A bare-bones, lightweight library for parsing, manipulating, and generating VOEvent XML packets.

voevent-parse is available via PyPI. See below for details on installation.

Rationale

The python library lxml.objectify provides very elegant, attribute-style access to data stored in XML packets. However, dealing with the vagaries of its namespace handling requires some careful reading of the documentation. This library takes care of the details for you, so that accessing those vital data elements is as simple as:

v = voeparse.load(xml_filename)
print "AuthorIVORN:", v.Who.AuthorIVORN   #Prints ivo://nasa.gsfc.tan/gcn
v.Who.AuthorIVORN = 'ivo://i.heart.python/lxml' #Alters the XML value.

It also provides convenience routines for common data access tasks, saving you the hassle of typing out very long attribute chains and dealing with varying formats of VOEvent.

Installation

Take your pick; options are:

  • pip install voevent-parse (with a virtualenv, recommended)

  • pip install voevent-parse --user (to install for current user only)

  • Other development tricks e.g. symlink into ~/.local/lib/python2.7/site-packages.
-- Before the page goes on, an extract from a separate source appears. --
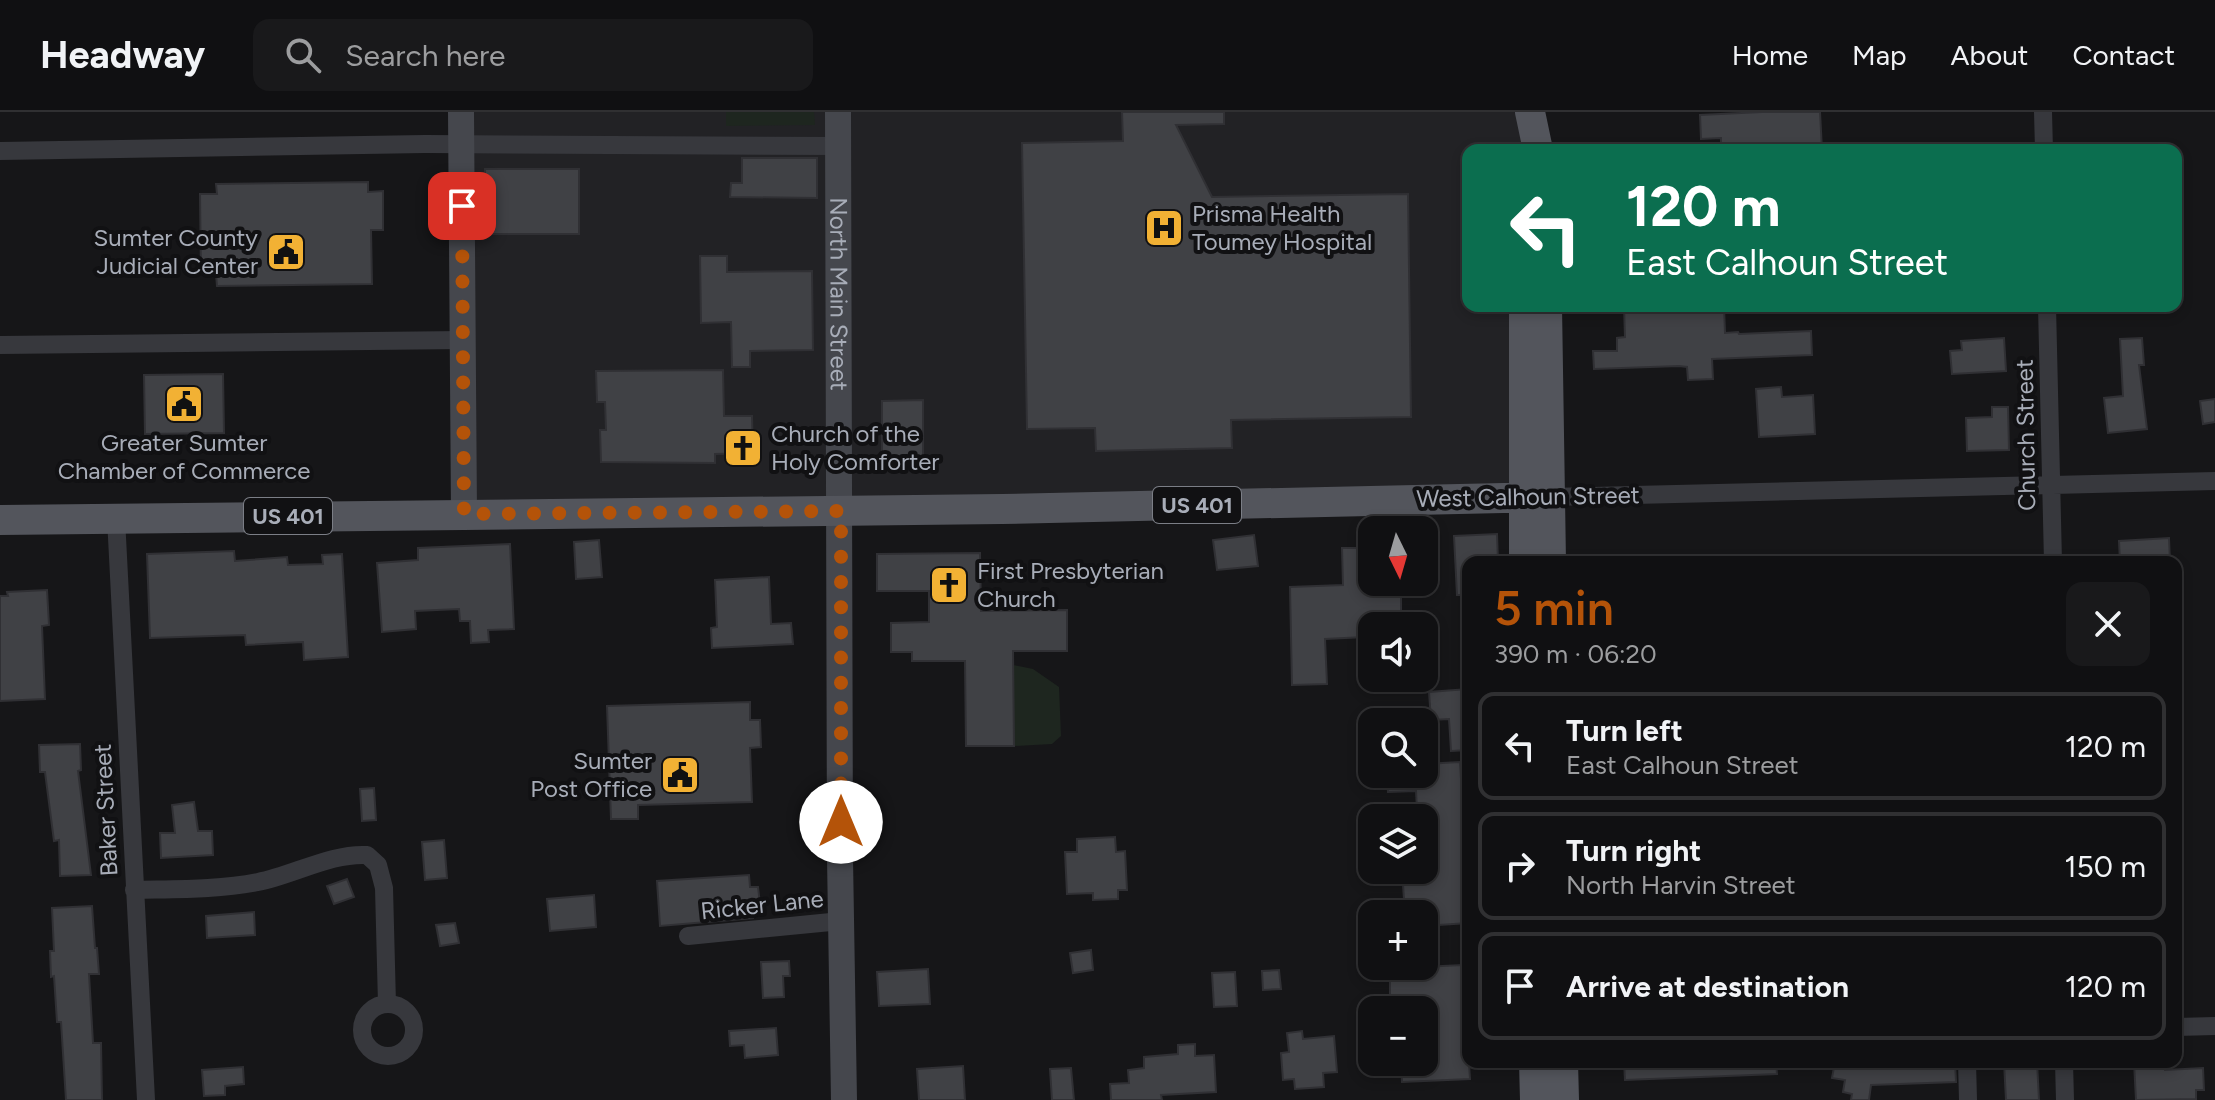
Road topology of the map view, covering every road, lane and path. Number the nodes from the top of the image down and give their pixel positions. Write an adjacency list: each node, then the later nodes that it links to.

I intend to mark any updates by bumping the version number accordingly. That said, if you find yourself using voevent-parse in any serious context, do drop me an email so I can keep you informed of any updates or bugs.

API reference docs

While currently quite minimal, these can be found at http://voevent-parse.readthedocs.org, or can be built from the source if you prefer the traditional python docs colour-scheme.

lxml.objectify tips

The objectify library has a few syntactic quirks which can trip up new users. Firstly, you should be aware that the line root.foo actually returns an object that acts like a list of all the children with the name ‘foo’. What’s confusing is that objectify has syntactic sugar applied so that print root.foo is effectively identical to print root.foo[0]. Furthermore, this can confuse access to the actual leaf values, so you should be aware of the accessor to the text representation of the value; .text, e.g.:

>root = lxml.objectify.Element('root')
>root.foo = 'sometext'
>root.foo
'sometext'
>len(root.foo)
1
>#The string clearly does not have length==1 - it's the list.
>root.foo.text
'sometext'
>print len(root.foo.text)
8
>#Ah, that's better!

For some more examples, you might also try: http://www.saltycrane.com/blog/2011/07/example-parsing-xml-lxml-objectify/.

See also

Alternative parsing libraries

voevent-parse was preceded by VOEventLib, which has similar aims but a different stylistic approach (see http://lib.skyalert.org/VOEventLib/VOEventLib/doc/index.html ).

Brokers

In order to receive VOEvent packets, you will require a utility capable of connecting to the VOEvent backbone. Two such tools are Comet and Dakota.

Associated utility routines

Depending on what you want to use your VOEvents for, you may be interested in pysovo, a collection of routines for dealing with VOEvents and responding to them accordingly.